(Stored items)
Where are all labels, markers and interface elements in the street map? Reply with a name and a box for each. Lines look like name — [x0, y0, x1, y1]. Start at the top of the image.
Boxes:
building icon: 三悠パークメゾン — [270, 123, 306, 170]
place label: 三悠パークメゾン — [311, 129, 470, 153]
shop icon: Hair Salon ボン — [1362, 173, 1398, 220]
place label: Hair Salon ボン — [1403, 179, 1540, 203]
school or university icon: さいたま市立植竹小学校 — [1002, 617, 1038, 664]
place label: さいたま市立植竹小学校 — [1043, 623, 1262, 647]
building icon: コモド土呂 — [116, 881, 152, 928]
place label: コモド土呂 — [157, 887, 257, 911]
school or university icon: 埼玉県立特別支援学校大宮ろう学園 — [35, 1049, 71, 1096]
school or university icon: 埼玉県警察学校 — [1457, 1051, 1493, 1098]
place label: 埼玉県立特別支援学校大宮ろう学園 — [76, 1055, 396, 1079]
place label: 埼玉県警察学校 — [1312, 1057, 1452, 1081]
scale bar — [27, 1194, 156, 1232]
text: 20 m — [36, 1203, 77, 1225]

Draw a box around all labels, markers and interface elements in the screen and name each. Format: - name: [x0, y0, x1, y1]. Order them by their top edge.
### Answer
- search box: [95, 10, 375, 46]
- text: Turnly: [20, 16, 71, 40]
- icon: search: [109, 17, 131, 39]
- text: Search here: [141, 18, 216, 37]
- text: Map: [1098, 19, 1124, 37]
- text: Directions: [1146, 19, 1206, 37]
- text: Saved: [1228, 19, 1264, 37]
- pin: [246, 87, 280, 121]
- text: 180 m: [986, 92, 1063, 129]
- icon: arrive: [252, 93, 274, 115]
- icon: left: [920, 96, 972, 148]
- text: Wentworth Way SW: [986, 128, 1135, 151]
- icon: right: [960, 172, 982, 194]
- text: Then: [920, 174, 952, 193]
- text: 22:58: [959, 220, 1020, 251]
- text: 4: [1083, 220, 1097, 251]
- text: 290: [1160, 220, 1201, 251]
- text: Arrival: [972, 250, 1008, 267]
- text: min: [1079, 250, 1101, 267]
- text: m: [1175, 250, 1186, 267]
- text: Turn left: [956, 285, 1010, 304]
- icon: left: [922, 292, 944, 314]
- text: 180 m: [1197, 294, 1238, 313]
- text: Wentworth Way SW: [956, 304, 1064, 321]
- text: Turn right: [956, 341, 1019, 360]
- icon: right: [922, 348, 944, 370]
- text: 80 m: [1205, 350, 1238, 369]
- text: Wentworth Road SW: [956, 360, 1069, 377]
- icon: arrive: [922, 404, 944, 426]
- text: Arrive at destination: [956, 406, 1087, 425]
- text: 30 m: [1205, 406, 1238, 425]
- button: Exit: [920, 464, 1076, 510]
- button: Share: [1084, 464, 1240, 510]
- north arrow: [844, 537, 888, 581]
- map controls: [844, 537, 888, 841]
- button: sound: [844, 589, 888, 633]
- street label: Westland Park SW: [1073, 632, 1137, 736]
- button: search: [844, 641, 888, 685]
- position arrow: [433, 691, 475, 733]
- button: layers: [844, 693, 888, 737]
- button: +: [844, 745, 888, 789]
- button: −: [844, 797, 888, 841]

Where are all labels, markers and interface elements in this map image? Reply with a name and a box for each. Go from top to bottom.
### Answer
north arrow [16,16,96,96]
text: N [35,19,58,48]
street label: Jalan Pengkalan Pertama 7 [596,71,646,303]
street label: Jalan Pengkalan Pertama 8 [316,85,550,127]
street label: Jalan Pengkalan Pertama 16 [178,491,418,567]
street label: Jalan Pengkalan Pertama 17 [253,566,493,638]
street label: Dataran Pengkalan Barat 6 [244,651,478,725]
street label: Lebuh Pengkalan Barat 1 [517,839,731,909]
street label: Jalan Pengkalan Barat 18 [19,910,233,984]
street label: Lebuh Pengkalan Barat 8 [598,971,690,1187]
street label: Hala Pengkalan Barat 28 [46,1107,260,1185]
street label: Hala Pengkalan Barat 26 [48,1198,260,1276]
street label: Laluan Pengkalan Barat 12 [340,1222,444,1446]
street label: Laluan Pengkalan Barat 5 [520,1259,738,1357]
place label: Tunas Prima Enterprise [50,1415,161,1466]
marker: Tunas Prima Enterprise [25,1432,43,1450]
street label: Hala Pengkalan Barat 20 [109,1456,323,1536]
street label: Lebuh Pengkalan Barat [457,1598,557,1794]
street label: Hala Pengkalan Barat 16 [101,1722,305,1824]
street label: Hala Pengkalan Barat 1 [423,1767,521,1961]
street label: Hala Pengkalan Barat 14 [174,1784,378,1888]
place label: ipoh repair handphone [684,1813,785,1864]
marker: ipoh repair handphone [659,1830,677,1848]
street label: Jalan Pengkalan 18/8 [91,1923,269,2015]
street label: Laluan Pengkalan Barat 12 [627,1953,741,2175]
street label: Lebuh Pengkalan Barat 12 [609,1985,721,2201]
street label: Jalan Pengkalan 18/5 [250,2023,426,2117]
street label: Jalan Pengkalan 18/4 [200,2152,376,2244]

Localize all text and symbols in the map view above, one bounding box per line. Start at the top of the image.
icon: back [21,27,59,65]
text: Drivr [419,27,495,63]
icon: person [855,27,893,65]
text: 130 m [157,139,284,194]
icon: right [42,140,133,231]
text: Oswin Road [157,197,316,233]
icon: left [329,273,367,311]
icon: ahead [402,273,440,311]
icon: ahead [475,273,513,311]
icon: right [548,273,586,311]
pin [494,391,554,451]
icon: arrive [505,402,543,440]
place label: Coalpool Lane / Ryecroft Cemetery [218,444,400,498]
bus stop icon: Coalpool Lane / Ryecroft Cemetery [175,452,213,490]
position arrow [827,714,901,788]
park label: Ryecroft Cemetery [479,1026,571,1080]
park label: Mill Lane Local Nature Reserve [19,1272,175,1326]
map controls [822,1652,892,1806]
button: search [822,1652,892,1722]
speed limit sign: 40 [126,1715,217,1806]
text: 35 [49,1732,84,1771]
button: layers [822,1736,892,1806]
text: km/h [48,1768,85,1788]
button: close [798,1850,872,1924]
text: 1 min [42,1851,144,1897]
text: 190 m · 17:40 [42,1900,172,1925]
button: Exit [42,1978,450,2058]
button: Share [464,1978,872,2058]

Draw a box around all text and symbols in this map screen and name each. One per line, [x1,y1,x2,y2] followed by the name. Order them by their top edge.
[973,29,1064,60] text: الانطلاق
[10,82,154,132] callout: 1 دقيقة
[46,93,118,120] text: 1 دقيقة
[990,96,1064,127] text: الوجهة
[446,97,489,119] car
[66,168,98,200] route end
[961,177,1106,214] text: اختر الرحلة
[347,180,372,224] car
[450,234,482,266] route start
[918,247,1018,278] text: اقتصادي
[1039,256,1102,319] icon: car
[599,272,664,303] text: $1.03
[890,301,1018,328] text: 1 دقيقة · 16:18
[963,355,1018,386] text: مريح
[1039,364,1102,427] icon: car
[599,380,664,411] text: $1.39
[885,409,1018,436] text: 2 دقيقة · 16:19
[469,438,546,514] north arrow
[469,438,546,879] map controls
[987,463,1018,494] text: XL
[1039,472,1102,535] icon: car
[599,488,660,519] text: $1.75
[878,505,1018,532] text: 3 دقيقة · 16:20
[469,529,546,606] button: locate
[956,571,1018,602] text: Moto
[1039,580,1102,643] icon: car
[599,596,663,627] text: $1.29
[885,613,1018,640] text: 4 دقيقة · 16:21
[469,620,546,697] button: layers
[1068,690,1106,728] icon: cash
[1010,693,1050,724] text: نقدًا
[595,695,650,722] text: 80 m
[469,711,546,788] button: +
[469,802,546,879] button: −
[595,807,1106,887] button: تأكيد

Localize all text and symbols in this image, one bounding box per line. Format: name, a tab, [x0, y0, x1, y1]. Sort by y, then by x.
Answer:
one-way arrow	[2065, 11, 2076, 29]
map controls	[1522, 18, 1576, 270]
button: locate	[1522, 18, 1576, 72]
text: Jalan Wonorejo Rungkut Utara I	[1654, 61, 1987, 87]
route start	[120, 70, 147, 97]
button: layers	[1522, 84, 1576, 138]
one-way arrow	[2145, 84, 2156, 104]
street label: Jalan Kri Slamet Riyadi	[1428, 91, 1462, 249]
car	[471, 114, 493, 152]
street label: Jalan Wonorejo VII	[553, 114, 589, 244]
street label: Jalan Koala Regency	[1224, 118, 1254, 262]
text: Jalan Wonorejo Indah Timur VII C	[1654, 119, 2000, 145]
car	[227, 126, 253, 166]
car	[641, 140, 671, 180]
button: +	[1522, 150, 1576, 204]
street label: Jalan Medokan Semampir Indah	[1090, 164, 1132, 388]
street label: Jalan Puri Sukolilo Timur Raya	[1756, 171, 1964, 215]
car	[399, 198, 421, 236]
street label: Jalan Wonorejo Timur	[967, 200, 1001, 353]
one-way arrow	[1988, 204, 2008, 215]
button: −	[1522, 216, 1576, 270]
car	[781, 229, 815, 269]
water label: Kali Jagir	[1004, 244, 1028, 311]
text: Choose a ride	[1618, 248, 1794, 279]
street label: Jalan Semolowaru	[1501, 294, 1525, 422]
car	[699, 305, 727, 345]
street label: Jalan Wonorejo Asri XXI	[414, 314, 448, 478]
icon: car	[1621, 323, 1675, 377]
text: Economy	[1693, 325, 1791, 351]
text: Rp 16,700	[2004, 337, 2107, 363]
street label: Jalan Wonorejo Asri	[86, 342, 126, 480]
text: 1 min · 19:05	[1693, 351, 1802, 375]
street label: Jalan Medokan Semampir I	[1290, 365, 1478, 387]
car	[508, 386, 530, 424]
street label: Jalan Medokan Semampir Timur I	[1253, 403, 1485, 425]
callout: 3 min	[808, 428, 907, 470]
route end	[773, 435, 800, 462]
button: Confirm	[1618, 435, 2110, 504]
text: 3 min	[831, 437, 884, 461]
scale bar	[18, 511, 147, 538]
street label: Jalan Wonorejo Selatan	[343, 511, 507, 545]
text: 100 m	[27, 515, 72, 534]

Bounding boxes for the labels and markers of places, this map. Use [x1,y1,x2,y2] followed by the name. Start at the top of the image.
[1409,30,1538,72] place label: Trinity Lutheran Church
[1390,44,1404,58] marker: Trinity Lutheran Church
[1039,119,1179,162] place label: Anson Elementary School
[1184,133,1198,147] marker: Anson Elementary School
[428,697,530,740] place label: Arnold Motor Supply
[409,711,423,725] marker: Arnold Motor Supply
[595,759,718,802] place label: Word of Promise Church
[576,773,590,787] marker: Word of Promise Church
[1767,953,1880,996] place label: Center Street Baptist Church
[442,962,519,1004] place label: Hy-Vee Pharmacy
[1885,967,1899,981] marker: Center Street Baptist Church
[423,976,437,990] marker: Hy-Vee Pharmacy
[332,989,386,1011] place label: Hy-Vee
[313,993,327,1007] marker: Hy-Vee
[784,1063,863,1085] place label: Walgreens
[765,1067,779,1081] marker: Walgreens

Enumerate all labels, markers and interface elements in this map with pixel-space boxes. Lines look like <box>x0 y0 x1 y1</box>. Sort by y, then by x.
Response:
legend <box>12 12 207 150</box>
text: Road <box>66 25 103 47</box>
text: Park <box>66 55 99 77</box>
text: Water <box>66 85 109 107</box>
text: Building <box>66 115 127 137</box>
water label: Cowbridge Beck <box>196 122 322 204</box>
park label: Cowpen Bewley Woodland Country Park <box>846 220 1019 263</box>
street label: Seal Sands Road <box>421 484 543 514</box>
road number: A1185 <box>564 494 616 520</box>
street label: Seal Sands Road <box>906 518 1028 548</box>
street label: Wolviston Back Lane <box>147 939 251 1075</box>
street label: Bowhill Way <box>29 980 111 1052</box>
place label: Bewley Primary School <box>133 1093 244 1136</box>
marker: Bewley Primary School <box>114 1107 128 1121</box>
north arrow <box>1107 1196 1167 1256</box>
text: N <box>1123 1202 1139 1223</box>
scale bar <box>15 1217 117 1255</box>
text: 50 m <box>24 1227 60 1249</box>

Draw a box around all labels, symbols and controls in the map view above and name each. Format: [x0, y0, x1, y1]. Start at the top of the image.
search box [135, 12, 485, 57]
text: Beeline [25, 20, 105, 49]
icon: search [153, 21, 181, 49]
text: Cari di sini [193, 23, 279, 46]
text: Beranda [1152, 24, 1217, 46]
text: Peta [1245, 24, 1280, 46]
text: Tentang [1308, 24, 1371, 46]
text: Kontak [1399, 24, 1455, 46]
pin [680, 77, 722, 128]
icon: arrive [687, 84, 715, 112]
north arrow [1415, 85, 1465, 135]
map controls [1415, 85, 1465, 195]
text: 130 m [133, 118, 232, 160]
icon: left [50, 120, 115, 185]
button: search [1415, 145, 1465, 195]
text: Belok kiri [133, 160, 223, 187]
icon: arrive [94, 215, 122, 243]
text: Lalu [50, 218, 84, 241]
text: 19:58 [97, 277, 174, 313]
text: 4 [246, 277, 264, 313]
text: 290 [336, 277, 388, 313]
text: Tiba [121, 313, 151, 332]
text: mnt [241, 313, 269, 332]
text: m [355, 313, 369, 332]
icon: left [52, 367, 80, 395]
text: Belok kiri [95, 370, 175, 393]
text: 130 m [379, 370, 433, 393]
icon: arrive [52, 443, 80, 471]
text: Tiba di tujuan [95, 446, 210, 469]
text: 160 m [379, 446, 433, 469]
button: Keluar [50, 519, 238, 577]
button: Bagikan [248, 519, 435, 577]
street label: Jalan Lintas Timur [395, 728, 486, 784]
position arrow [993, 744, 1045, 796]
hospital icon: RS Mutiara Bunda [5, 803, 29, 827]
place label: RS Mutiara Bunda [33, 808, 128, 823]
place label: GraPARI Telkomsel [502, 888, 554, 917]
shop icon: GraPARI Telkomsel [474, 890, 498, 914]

What the task asks. Every line in the data that holds the string "kiri" should be copied.

The answer.
text: Belok kiri [133, 160, 223, 187]
text: Belok kiri [95, 370, 175, 393]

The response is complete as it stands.